And when it comes to marijuana, alas, we're ferocious hypocrites.
This particular truth hits hard in "Marijuana Myths,
Marijuana Facts," the new book by Drs. Lynn Zimmer
and John Morgan (The Lindesmith Center, $16.95, (800) 444-2524).
It's an encyclopedic, excruciatingly-footnoted summary of fatuous
assertions vs. scientific investigation of marijuana dating back
over a century, ruthlessly exposing our stubborn, downright embarrassing
preference for lies over long-established and widely-known truths.
The book is neatly organized around 20 marijuana myths, one per
chapter. For example, "Myth: Marijuana impairs memory and
cognition." Several attributed quotes employing the myth
ensue, propaganda like, "Marijuana savages short-term memory
and the ability to concentrate." (Joseph A. Califano, 1996).
We then get a single paragraph refutation, "Fact: Marijuana
produces immediate temporary changes in thoughts, perceptions
and information processing
This diminishment only lasts
for the duration of intoxication. There is no convincing evidence
that heavy long-term marijuana use permanently impairs memory
or other cognitive functions." The rest is a detailed review
of the best science. The sum comprises a tidy, single-volume
annihilation of current (marijuana) policy.
Too many of us still applaud politicians preaching the intellectual
equivalent of a flat Earth. Far, far worse, too many applaud
as fellow citizens are led off to prison for knowing the repeatedly
proven truth that marijuana use is, at the very worst, a frivolous
vice. "Frivolous vice" is the essential conclusion
of virtually every reputable study:
All this and much more, and yet headlines were made recently when
researchers injected anandamide, a cannabinoid-like compound that
occurs naturally in humans, directly into petri dishes containing
two-cell mouse embryos. Development stopped! Presto: "serious
and harmful effect of marijuana" on pregnancy for mice who
throw their embryos into the petri dishes of confused researchers.

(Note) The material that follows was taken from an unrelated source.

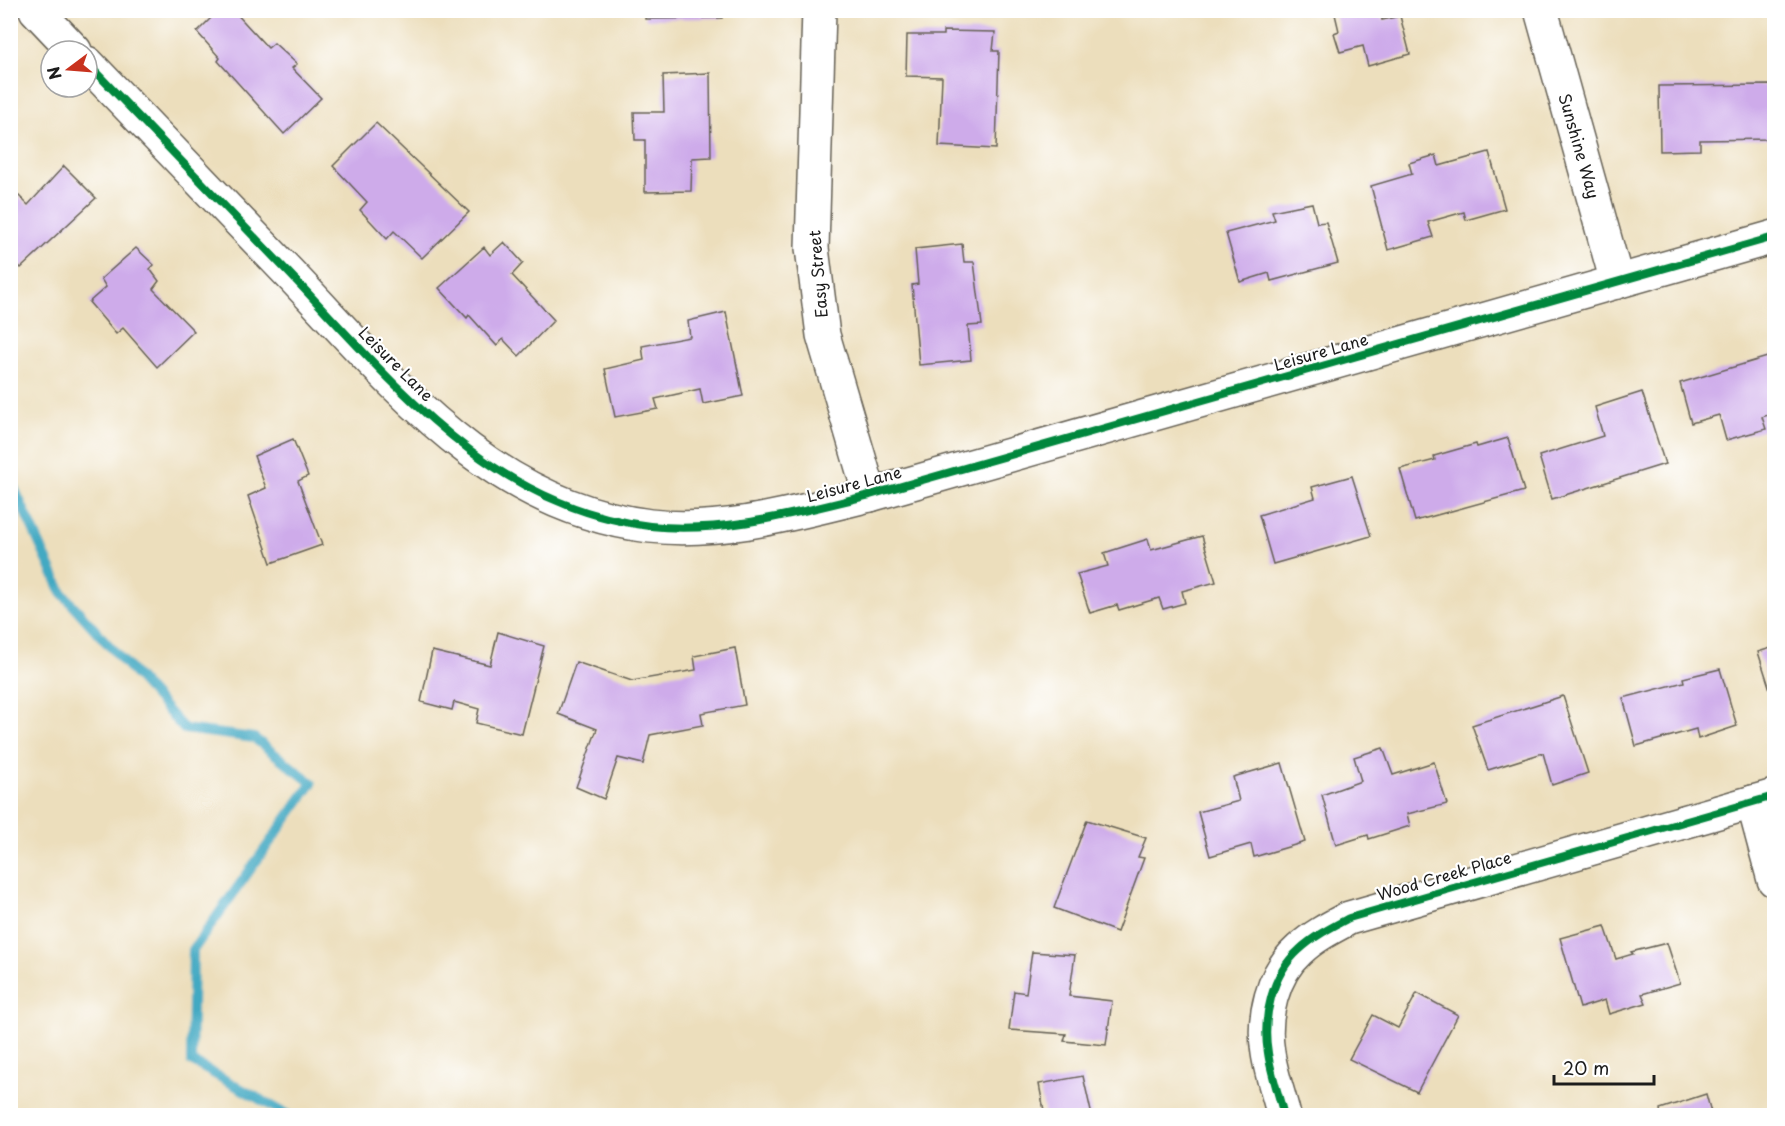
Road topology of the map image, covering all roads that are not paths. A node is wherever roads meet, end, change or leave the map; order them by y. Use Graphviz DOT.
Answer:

This is the caliber of "science" offered to refute
over a century of clinical study and 5000 years of cultural experience
with hemp.
This might be of only academic interest except for the fact that
even as real crime has diminished for five years running, marijuana
arrests have doubled over the same period. We now have 1,725,842
U.S. citizens in prison. Further, "drug offenses have accounted
for more than a third of the growth in the incarcerated population,
and since 1980 the incarceration rate for drug arrests has increased
1000 percent." (New York Times, 1/19/98). For "drug,"
read "marijuana." A 1995 study by Virginians
Against Drug Violence found that more than half of all drug offenders
are arrested for marijuana - 89.5 percent for simple possession.
This is just one truth opposing the lie that pot-smoking today
is winked at. "Myth:
lax treatment has allowed criminals
to use and traffic in marijuana with impunity." (Washington
Post, 9/9/96)
Any pot-smokers recently "winked at" can well appreciate
the Shafer Commission's finding in 1970 that "marijuana policy
had become more damaging to American society than marijuana."
Marijuana use hasn't destroyed a single life in thousands of
years of documented use, clinical observation, and medical study.
Marijuana law, boasting all the sound legal footing of Paleolithic
taboo, destroys thousands of lives every year. Since 1970, a
staggering 10 million U.S. citizens have been arrested for consorting
with a vegetable.
This superstitious nonsense persists despite examples like the
Netherlands where prohibition has been essentially repealed and
marijuana made freely available for over 20 years. Rather than
study and heed such examples, U.S. leadership ha taken them as
grist for more lies: "Myth: Marijuana policy in the Netherlands
is a failure. Fact:
rates of marijuana use in the Netherlands
are similar to those in the United States. However, for young
adolescents, rates of marijuana use are lower."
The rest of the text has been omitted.